The alternatives are thus considered comparable by the Norwegian Drug Procurement Cooperation with regard to efficacy and adverse effects, and it is therefore cost and route of administration that will have a bearing on the choice of drug. Use of Humira, which is administered subcutaneously, has turned treatment and monitoring over to outpatient clinics in the specialist health service. Remsima is now clearly the least costly alternative, and the fact of it being the first choice will result in a significant saving in drug costs. At the same time, Remsima is administered as an infusion, and its increased use will therefore also result in more patients requiring admission to hospital to receive treatment, consequently leading to an increased use of resources at the outpatient infusion clinics. The real cost saving will therefore not be as great as the difference in the direct drug costs.

What are the consequences?

For patients starting biological treatment for the first time, the least costly alternative will now be infusion with Remsima. The financial savings available with Remsima will make it likely that this will be the drug of choice. In that case a certain level of uncertainty must be accepted, since the effect of Remsima in Crohn’s disease and ulcerative colitis has not been documented in randomised studies. The patient should therefore also be included in the decision regarding choice of treatment and route of administration. Finally, the issue of treatment capacity at the hospital’s outpatient infusion clinic may have a decisive impact on the choice.

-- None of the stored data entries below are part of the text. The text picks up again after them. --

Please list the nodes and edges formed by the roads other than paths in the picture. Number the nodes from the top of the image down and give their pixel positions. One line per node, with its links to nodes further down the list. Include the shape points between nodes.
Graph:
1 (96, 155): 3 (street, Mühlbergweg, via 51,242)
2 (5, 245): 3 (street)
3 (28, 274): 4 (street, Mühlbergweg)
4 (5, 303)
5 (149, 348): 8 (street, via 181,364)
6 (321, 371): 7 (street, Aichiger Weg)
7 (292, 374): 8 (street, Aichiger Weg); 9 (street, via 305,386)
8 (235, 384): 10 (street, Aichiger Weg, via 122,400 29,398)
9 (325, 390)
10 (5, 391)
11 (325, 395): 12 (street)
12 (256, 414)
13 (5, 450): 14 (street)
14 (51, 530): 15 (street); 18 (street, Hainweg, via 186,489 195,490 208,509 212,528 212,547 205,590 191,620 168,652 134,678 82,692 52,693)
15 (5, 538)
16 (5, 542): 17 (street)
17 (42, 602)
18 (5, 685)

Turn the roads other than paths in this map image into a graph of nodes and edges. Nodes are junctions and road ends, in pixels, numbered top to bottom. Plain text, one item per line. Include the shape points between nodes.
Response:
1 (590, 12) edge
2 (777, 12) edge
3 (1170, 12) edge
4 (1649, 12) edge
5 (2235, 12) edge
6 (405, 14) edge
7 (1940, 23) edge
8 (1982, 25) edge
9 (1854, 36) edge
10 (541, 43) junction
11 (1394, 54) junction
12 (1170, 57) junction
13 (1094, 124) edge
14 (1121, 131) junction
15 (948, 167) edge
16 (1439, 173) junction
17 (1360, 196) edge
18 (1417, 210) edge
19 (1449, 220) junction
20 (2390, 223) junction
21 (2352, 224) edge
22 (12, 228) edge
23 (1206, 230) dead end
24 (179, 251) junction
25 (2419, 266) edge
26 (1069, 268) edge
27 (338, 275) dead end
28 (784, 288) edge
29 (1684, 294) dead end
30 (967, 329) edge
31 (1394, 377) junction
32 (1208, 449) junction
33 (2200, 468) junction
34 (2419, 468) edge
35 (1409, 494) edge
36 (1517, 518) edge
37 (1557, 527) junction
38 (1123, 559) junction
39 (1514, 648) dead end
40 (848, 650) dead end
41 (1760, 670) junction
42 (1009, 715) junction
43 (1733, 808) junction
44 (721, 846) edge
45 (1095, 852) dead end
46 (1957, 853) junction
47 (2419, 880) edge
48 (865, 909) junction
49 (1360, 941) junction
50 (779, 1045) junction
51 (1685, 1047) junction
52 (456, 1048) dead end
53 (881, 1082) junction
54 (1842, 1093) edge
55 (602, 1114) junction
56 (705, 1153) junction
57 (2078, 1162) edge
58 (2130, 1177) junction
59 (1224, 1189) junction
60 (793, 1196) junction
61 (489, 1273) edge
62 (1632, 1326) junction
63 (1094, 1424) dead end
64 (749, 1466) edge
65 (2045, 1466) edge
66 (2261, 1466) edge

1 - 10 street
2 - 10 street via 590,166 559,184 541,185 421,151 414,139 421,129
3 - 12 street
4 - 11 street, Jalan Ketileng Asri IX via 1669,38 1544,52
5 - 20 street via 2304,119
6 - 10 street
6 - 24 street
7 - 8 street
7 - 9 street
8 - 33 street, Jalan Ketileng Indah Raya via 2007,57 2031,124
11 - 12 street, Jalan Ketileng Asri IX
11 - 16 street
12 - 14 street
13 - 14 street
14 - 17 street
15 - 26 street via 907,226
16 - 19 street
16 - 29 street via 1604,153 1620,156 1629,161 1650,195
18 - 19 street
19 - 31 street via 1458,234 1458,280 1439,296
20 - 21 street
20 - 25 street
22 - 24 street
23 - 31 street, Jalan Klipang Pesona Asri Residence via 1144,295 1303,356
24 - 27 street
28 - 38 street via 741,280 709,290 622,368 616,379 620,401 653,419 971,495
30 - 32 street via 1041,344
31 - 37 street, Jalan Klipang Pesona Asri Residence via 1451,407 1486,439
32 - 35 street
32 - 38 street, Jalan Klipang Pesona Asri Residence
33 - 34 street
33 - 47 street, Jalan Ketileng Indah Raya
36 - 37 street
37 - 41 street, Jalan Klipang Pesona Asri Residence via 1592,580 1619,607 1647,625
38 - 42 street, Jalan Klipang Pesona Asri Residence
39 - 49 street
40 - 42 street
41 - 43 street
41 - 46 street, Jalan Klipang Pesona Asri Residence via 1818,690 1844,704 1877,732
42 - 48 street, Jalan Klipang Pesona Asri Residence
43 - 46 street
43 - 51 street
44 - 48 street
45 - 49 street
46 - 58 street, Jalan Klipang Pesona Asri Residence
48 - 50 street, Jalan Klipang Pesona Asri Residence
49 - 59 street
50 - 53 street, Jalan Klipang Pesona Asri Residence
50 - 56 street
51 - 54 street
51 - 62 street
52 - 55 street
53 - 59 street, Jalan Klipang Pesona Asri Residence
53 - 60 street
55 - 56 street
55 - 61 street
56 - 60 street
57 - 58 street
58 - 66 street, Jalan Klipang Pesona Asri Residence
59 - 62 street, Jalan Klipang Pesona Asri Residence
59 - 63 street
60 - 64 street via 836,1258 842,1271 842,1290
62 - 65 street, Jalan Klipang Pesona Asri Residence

From a medical standpoint, a much more problematic question is whether those already receiving treatment with Remicade with good results should switch to a much less costly biosimilar alternative. We would now strongly advise against this, as biosimilar is not synonymous with bioidentical and because, as of today, the consequences of such a change are uncertain. Loss of primary efficacy and antibody development with severe infusion reactions as possible adverse effects are not inconceivable. Because of a lack of documented efficacy and safety when switching between biosimilar medicines, an additional allocation of NOK 20 million has been set aside in the state budget for a clinical study in the fields of rheumatology, gastroenterology and dermatology. In our opinion, the natural consequence of this is that no patients with inflammatory bowel disease should switch to a biosimilar medicine before they have received an offer to participate in the planned treatment-switching study. Switching to a biosimilar medicine when Remicade has lost its efficacy, or adverse effects have occurred, is also highly problematic, since the same efficacy and adverse effect profile may be expected after the switch. On the other hand, switching to Remsima due to lack of efficacy or adverse effects with Humira or Simponi is considered to be a viable alternative, where until now we have tried Remicade.

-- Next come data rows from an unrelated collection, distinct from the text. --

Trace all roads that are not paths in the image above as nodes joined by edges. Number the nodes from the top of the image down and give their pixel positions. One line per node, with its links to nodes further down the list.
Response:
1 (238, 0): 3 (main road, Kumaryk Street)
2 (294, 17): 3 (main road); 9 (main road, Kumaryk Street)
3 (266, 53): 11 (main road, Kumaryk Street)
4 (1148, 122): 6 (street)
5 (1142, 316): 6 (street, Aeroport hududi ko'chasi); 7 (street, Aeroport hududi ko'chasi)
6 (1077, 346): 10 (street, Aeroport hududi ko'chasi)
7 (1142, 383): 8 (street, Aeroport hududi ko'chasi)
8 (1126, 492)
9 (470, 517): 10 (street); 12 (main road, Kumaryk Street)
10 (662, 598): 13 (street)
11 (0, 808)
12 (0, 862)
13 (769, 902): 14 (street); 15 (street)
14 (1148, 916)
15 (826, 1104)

In summary, we believe that there is an absence of good documentation on the use of biosimilar medicines for ulcerative colitis and Crohn’s disease. This creates uncertainty for decision-makers in national and international health policy and in medical communities. Unresolved questions about efficacy and safety are of great concern to the medical community, and new studies are needed to clarify this. Norwegian authorities have allocated tens of millions of kroner for this purpose, and it would have been advantageous to have such a clarification before the Norwegian Drug Procurement Cooperation announced its recommendations.

The decision as to when biosimilar medicines should be chosen now lies with the individual specialist and hospital administration, with the responsibility that this entails. In the absence of a common decision-making arena regarding the medical stance on switching, registers that can follow up patients, and initiation of a study that requires that patients on established treatment switch under close monitoring, it is our opinion that we specialists should lean towards a sceptical, conservative approach.